··· Data to process ···
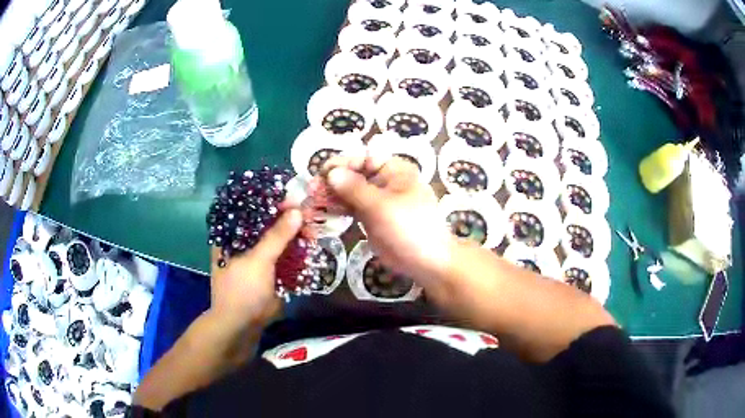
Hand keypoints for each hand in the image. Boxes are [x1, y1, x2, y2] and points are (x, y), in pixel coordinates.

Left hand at [210, 209, 302, 330]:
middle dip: (288, 220)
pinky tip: (310, 247)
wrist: (242, 326)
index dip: (272, 203)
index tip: (295, 200)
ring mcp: (257, 258)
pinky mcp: (269, 272)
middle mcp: (243, 242)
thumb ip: (277, 236)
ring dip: (295, 236)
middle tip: (309, 216)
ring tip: (313, 231)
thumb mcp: (258, 260)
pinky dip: (296, 253)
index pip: (253, 209)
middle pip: (267, 224)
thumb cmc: (242, 289)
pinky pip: (284, 257)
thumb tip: (298, 211)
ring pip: (278, 241)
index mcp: (232, 234)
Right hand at [322, 154, 452, 285]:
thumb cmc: (409, 228)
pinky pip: (350, 208)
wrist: (426, 262)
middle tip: (310, 191)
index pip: (363, 159)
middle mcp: (384, 181)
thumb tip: (331, 172)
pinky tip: (320, 212)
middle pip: (353, 175)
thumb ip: (354, 189)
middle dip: (332, 181)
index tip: (321, 173)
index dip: (341, 164)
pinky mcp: (370, 217)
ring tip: (311, 202)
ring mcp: (376, 199)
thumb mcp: (381, 206)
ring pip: (349, 192)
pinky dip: (336, 210)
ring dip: (330, 196)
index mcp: (394, 170)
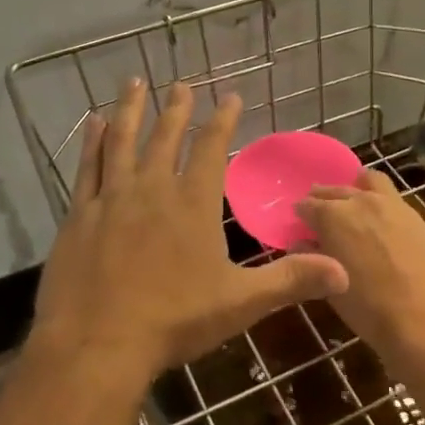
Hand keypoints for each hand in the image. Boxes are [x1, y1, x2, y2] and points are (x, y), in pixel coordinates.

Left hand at [30, 79, 349, 385]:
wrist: (97, 343)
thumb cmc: (174, 320)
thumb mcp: (240, 303)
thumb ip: (290, 281)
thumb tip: (344, 271)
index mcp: (192, 203)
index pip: (211, 149)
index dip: (222, 120)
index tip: (230, 96)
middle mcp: (153, 188)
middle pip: (166, 137)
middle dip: (176, 109)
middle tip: (181, 84)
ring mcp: (113, 198)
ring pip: (123, 140)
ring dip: (130, 109)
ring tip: (134, 81)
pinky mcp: (81, 213)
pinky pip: (88, 166)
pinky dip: (92, 142)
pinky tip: (93, 123)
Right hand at [293, 170, 424, 370]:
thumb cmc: (370, 310)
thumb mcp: (331, 288)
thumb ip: (313, 258)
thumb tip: (303, 244)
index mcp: (333, 216)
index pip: (307, 205)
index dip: (301, 214)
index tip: (300, 224)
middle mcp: (361, 201)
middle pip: (335, 189)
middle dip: (324, 198)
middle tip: (321, 214)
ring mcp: (393, 205)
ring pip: (369, 181)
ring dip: (356, 189)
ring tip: (355, 206)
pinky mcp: (417, 216)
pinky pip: (392, 197)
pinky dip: (380, 202)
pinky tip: (383, 223)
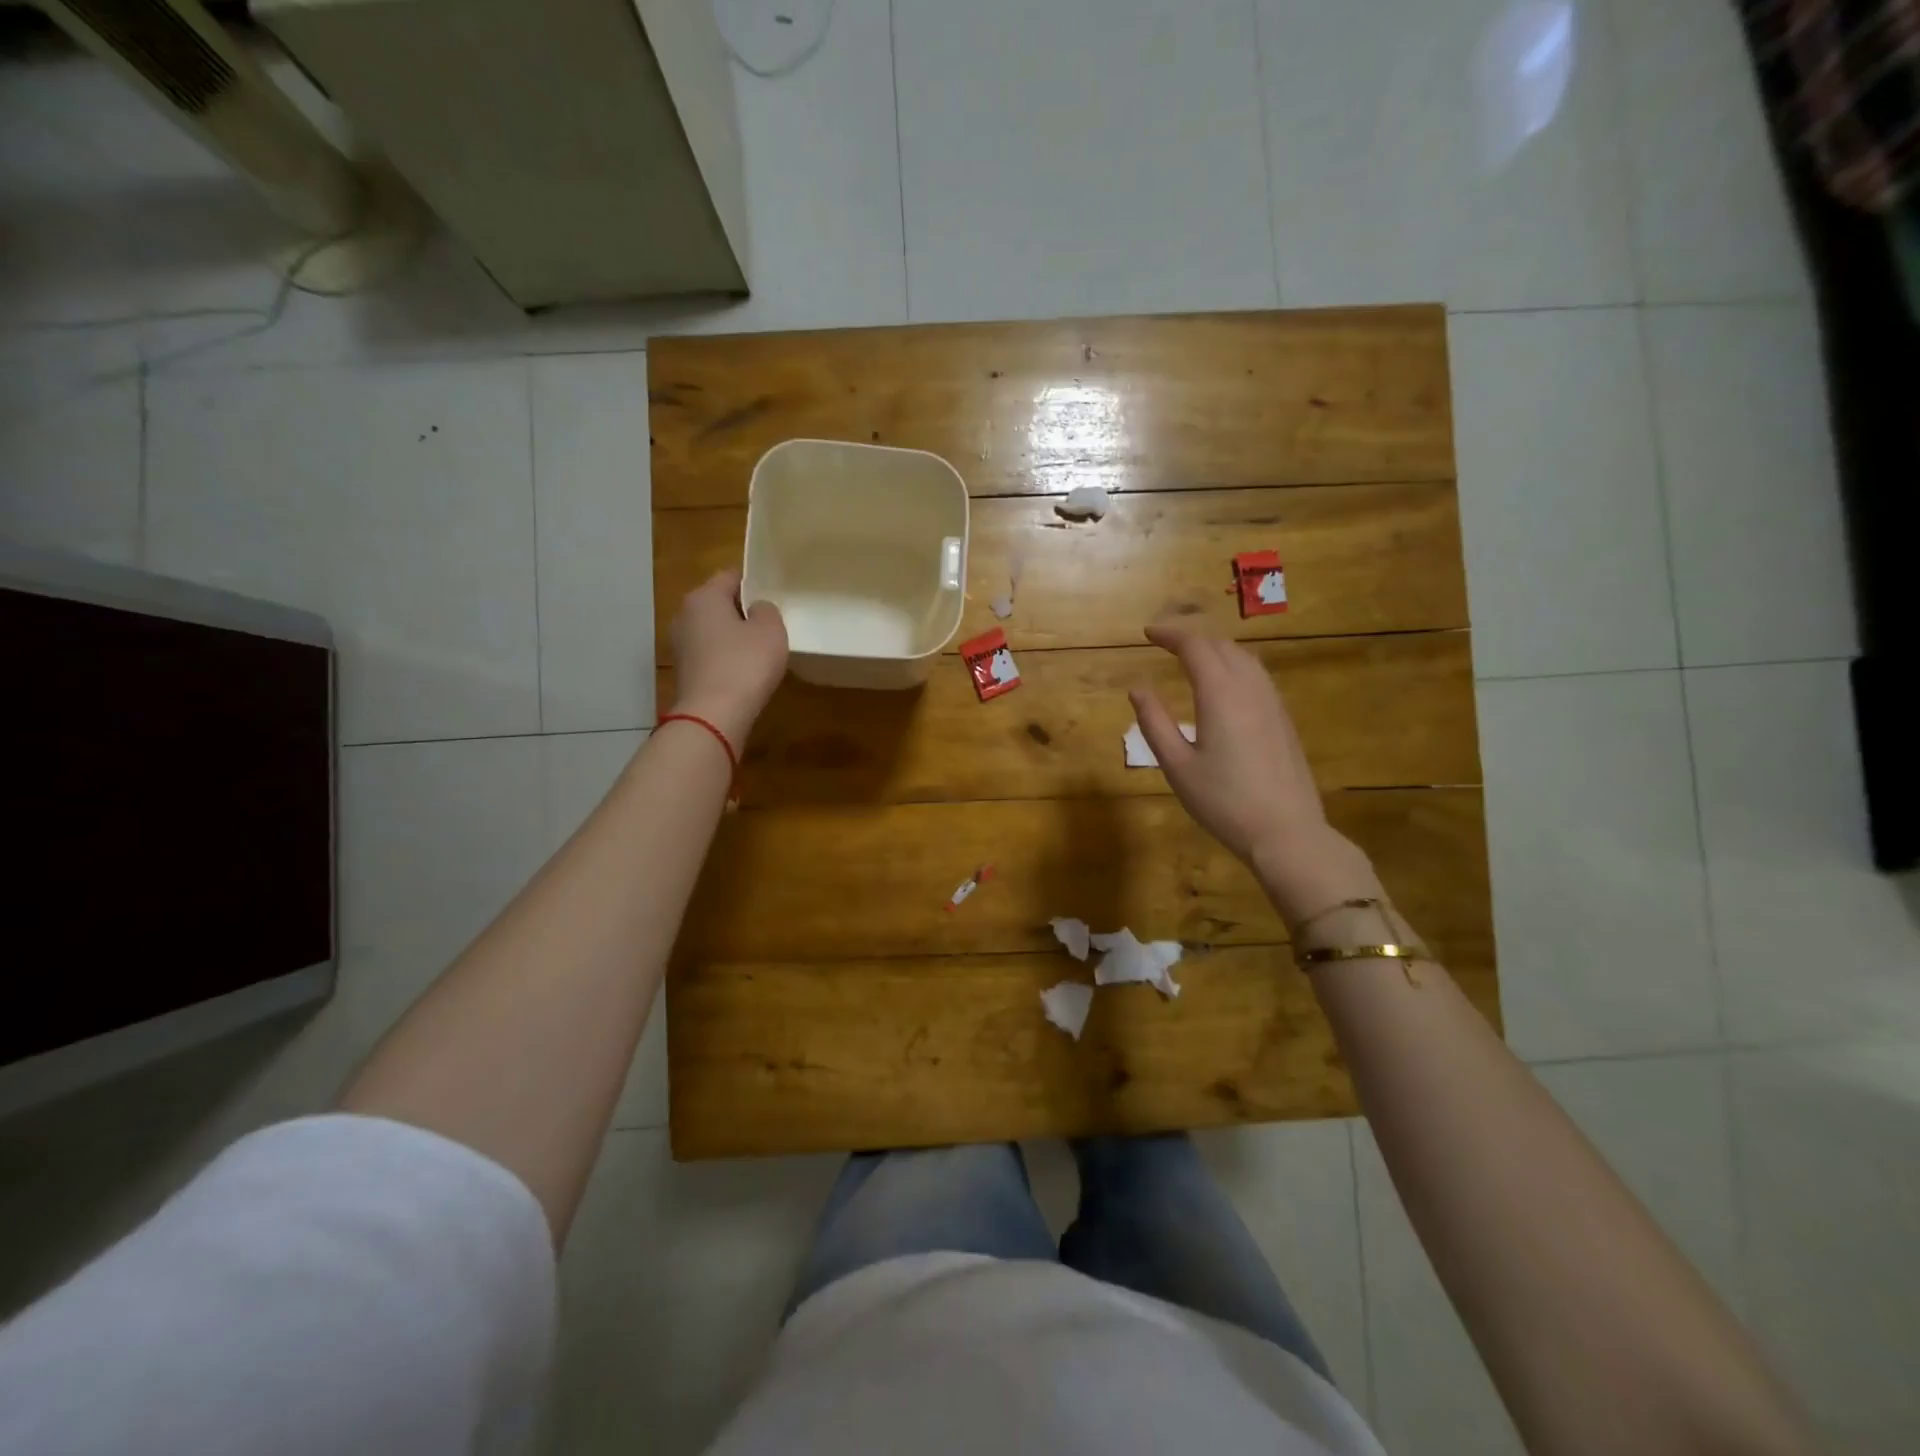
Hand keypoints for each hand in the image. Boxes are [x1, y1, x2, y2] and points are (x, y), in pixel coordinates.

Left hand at [667, 569, 787, 750]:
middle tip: (770, 624)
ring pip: (713, 631)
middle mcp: (684, 615)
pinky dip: (725, 659)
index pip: (731, 576)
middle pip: (718, 604)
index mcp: (704, 597)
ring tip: (760, 651)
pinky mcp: (684, 672)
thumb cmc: (745, 664)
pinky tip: (744, 673)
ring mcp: (680, 645)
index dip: (754, 582)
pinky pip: (710, 655)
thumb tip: (756, 609)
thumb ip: (767, 610)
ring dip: (733, 637)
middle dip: (742, 611)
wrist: (713, 715)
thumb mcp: (771, 630)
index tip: (774, 596)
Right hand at [1130, 622, 1378, 925]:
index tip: (1147, 633)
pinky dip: (1234, 665)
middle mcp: (1250, 688)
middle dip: (1191, 637)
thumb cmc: (1223, 802)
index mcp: (1220, 694)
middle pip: (1221, 645)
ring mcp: (1272, 703)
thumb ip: (1154, 723)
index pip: (1195, 646)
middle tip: (1165, 642)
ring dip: (1215, 649)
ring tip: (1192, 657)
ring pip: (1244, 658)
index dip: (1170, 634)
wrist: (1286, 832)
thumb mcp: (1177, 766)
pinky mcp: (1283, 719)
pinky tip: (1225, 684)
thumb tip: (1137, 689)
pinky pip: (1257, 676)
···
*Prompt*. A bare number is the whole answer: state how many lines in the data above contain "Right".

*Output of the exercise*. 3